Scribblenauts | For Nintendo DS | Rated E10+ for Everyone 10 and Older | Developed by 5th Cell | Published by Warner Bros. Interactive |
If knowledge is power, and words are the vessels for ideas, then the appeal of Scribblenauts is easy to understand. This is a game that takes your words and makes them real — at least, real in the gamespace. Whatever you can imagine, Scribblenauts can conjure. Simply use the Nintendo DS's stylus to write your word, either freehand or on an on-screen keyboard. The in-game noun dictionary claims to have some 20,000 words, or considerably more than the average person's vocabulary. And it's hard to stump: brand names, profanity, and references to drugs and alcohol are verboten, but the game kept surprising me with how much it seemed to know, such as the difference between an ordinary motorcycle and a superbike (specifically, bad-ass styling on the latter).Scribblenauts just gets tripped up when it comes to what you actually do with all those nouns. Although there's not much of a story, the premise has you controlling a cute lil' cartoon fellow named Maxwell in a quest to collect "starites," which are sort of like the power stars in Super Mario games but even more useless. Still, a puzzle game needs only the most tenuous thread of an objective, and starites are as good as any.
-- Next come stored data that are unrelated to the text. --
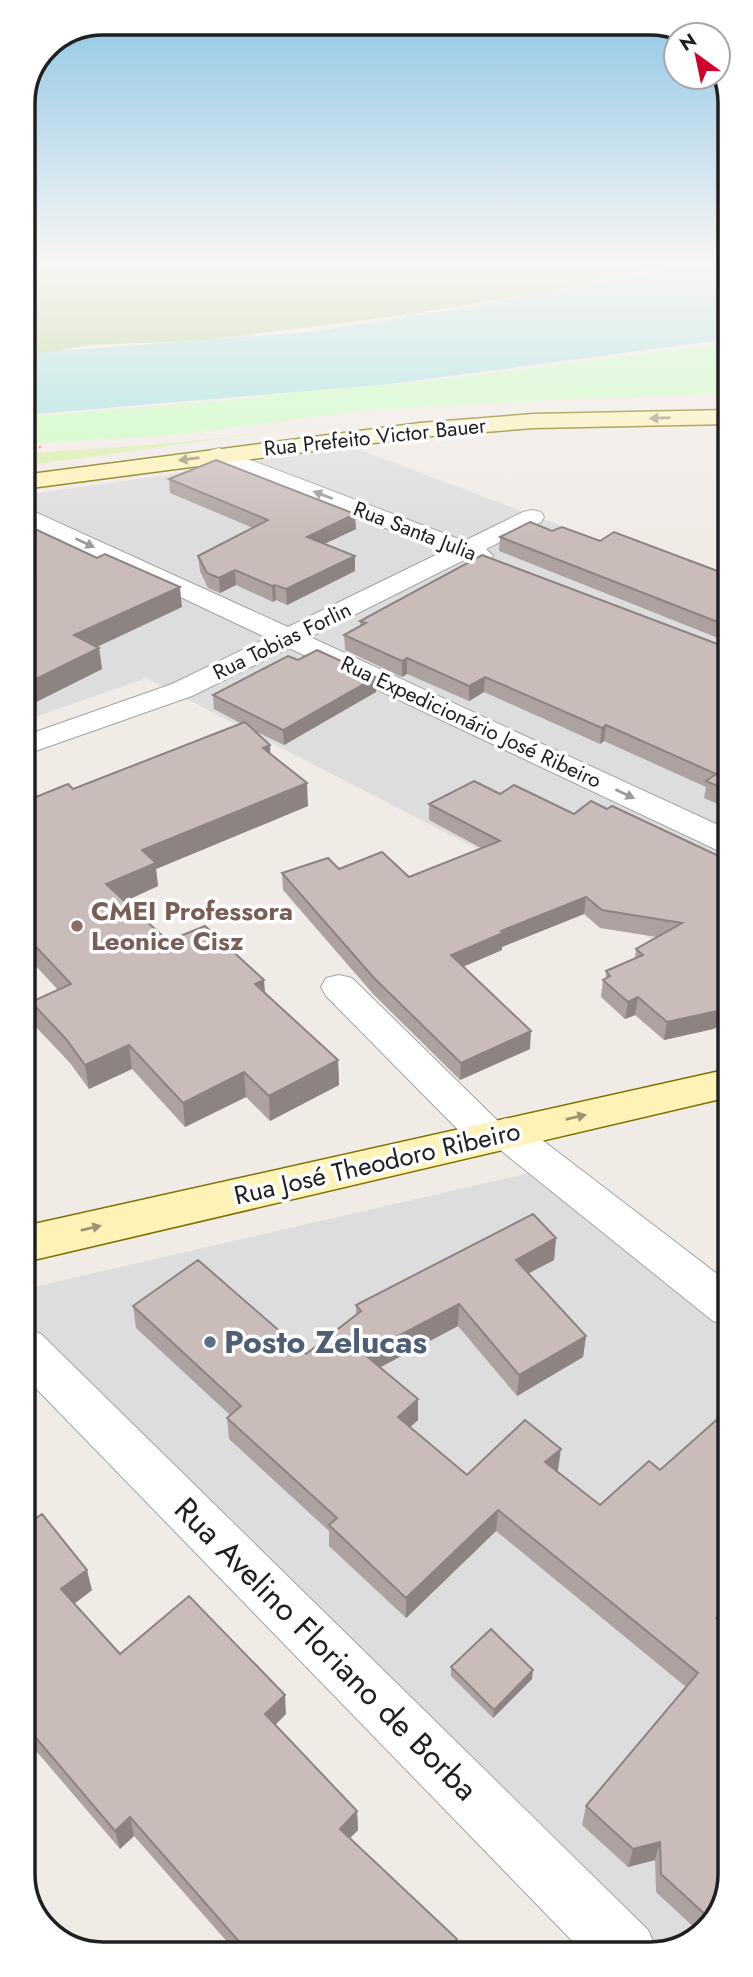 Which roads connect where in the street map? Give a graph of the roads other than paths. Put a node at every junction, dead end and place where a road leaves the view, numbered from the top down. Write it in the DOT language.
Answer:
graph roads {
  1 [pos="718,416"];
  2 [pos="219,455"];
  3 [pos="35,480"];
  4 [pos="532,517"];
  5 [pos="35,520"];
  6 [pos="466,550"];
  7 [pos="503,565"];
  8 [pos="290,638"];
  9 [pos="35,742"];
  10 [pos="718,838"];
  11 [pos="339,987"];
  12 [pos="718,1085"];
  13 [pos="498,1135"];
  14 [pos="35,1242"];
  15 [pos="718,1300"];
  16 [pos="35,1357"];
  17 [pos="616,1942"];
  1 -- 2 [label="main road, Rua Prefeito Victor Bauer, one-way"];
  2 -- 3 [label="main road, Rua Prefeito Victor Bauer, one-way"];
  6 -- 2 [label="street, Rua Santa Julia, one-way"];
  4 -- 6 [label="street, Rua Tobias Forlin"];
  5 -- 8 [label="street, Rua Expedicionário José Ribeiro, one-way"];
  6 -- 7 [label="street, Rua Santa Julia"];
  6 -- 8 [label="street, Rua Tobias Forlin"];
  8 -- 9 [label="street, Rua Tobias Forlin"];
  8 -- 10 [label="street, Rua Expedicionário José Ribeiro, one-way"];
  11 -- 13 [label="street"];
  13 -- 12 [label="main road, Rua José Theodoro Ribeiro, one-way"];
  14 -- 13 [label="main road, Rua José Theodoro Ribeiro, one-way"];
  13 -- 15 [label="street"];
  16 -- 17 [label="street, Rua Avelino Floriano de Borba"];
}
Gameplay takes two forms: "Action Mode," in which Maxwell needs to find a way to reach a starite somewhere in the level, and "Puzzle Mode," in which he must accomplish a goal for a non-player character, like helping a shepherd protect his flock from a wolf. The game types are not so different, yet Puzzle Mode is more satisfying, because its levels take the shape of a story, however rudimentary. Still, both modes require the same approach, which is to use your imagination to solve the puzzles. Sometimes this is very easy, such as typing in the word "ax" when you need to cut down a tree. More-complicated puzzles soon require a more advanced approach.
It's here that Scribblenauts' weakness starts to show. In theory, anything you conjure can be used with anything else, and setting up complex interactions is the key to success. But nothing ever seems to work quite right. When faced with a troublesome bee, I half-jokingly attempted to call forth a bee-eater bird. To my surprise, the bird, with its characteristic bright colors, popped right up. It then demonstrated no interest in eating the bee. Instead, I shot the bee with a crossbow. (In fact, it was distressing how often puzzles could be solved by shooting, burning, or exploding them, but that may say more about me than it does about the game.)
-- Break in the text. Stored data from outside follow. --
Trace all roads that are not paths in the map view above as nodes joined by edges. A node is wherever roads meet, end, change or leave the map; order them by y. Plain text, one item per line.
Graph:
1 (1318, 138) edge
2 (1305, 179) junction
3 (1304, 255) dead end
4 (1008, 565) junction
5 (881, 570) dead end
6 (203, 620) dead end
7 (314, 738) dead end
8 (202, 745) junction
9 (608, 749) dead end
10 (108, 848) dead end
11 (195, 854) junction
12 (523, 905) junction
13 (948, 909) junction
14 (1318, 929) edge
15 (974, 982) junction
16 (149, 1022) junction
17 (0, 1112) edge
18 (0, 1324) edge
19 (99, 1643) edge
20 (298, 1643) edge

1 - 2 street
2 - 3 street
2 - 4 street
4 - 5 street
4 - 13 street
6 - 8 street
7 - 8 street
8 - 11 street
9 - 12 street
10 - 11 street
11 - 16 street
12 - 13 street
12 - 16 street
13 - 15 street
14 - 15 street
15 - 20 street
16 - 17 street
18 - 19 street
Many logical interactions don't work right, lots of objects appear out of proportion, and pluralization confounds the dictionary. "Termites" baffled it, though I was allowed to summon a single termite the size of a shih tzu. Many puzzles require you to manifest and pilot a vehicle, and though you can ride in a hovercraft, a bobsled, or the space shuttle, the control scheme ensures that you'll never go where you want. The vehicles often flip over for no apparent reason.
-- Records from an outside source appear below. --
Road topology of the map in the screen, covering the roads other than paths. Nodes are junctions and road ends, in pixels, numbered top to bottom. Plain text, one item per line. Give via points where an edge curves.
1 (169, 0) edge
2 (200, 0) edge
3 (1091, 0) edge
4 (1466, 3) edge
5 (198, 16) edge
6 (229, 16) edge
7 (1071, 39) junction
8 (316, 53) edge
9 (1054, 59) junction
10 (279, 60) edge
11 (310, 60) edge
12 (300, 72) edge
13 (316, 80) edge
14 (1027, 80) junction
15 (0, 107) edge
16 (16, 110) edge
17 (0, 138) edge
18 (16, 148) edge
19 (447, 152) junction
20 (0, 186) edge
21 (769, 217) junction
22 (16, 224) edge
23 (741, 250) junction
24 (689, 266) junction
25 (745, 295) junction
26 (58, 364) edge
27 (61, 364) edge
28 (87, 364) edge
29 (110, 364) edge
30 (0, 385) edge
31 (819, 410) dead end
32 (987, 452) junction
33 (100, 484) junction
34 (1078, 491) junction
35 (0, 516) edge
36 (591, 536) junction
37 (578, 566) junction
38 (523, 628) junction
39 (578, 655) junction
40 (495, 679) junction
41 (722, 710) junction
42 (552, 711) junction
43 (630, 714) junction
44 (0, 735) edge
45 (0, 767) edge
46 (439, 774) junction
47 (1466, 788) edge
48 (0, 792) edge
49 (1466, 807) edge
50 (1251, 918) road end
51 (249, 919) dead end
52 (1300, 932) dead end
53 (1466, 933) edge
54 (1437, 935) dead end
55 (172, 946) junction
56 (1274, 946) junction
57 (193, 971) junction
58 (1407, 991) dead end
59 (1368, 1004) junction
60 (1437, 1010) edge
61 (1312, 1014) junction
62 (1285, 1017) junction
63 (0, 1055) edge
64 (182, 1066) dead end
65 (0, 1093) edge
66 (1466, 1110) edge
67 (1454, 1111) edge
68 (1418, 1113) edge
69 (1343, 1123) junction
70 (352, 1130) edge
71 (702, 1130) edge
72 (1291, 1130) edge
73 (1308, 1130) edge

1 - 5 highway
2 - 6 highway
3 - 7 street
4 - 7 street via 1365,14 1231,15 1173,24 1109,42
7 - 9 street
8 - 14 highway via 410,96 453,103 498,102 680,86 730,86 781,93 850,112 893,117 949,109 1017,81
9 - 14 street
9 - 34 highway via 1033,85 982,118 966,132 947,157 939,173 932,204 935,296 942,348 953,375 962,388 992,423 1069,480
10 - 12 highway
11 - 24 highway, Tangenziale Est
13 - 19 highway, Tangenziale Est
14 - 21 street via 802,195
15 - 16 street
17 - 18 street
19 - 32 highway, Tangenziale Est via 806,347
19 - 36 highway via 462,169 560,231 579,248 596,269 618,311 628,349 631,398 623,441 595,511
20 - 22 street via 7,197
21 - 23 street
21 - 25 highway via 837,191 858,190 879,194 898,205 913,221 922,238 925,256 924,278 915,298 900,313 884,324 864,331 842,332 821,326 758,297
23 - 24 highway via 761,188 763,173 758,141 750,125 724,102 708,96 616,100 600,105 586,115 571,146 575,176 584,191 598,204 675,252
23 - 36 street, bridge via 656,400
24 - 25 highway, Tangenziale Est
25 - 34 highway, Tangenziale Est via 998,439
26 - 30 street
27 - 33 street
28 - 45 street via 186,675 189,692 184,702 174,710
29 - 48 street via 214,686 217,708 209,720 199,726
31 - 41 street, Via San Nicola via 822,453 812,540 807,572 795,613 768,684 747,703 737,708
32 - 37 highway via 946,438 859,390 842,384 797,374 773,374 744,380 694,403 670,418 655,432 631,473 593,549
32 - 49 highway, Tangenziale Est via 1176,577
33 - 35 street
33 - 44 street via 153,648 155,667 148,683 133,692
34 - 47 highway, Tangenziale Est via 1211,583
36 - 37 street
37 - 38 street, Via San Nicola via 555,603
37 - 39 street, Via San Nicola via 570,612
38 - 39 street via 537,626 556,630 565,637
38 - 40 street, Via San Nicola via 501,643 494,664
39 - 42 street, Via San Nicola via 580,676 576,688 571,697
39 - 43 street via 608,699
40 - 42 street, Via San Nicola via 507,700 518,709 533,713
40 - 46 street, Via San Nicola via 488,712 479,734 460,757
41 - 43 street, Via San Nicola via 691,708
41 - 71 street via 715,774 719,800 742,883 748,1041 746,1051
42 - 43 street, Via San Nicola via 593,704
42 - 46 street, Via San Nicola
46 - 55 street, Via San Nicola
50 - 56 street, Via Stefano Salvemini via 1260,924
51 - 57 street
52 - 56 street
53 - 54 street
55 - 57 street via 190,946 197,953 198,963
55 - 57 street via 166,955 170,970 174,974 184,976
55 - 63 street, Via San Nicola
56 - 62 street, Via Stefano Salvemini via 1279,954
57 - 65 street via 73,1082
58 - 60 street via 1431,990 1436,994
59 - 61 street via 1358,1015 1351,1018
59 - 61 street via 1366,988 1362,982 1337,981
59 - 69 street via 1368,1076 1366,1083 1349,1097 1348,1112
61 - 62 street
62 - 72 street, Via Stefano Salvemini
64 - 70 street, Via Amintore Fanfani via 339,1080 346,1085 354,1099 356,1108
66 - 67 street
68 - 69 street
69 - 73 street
Scribblenauts deserves credit for taking a chance on something new. Turning a player's words into interactive playthings is too intrinsically appealing an idea to abandon in future games. The title screen offers nothing more than a blank canvas for players to write whatever words they want, with no objective, and it's the most fun part. In that sense, Scribblenauts is a heck of a toy. But it's not much of a game.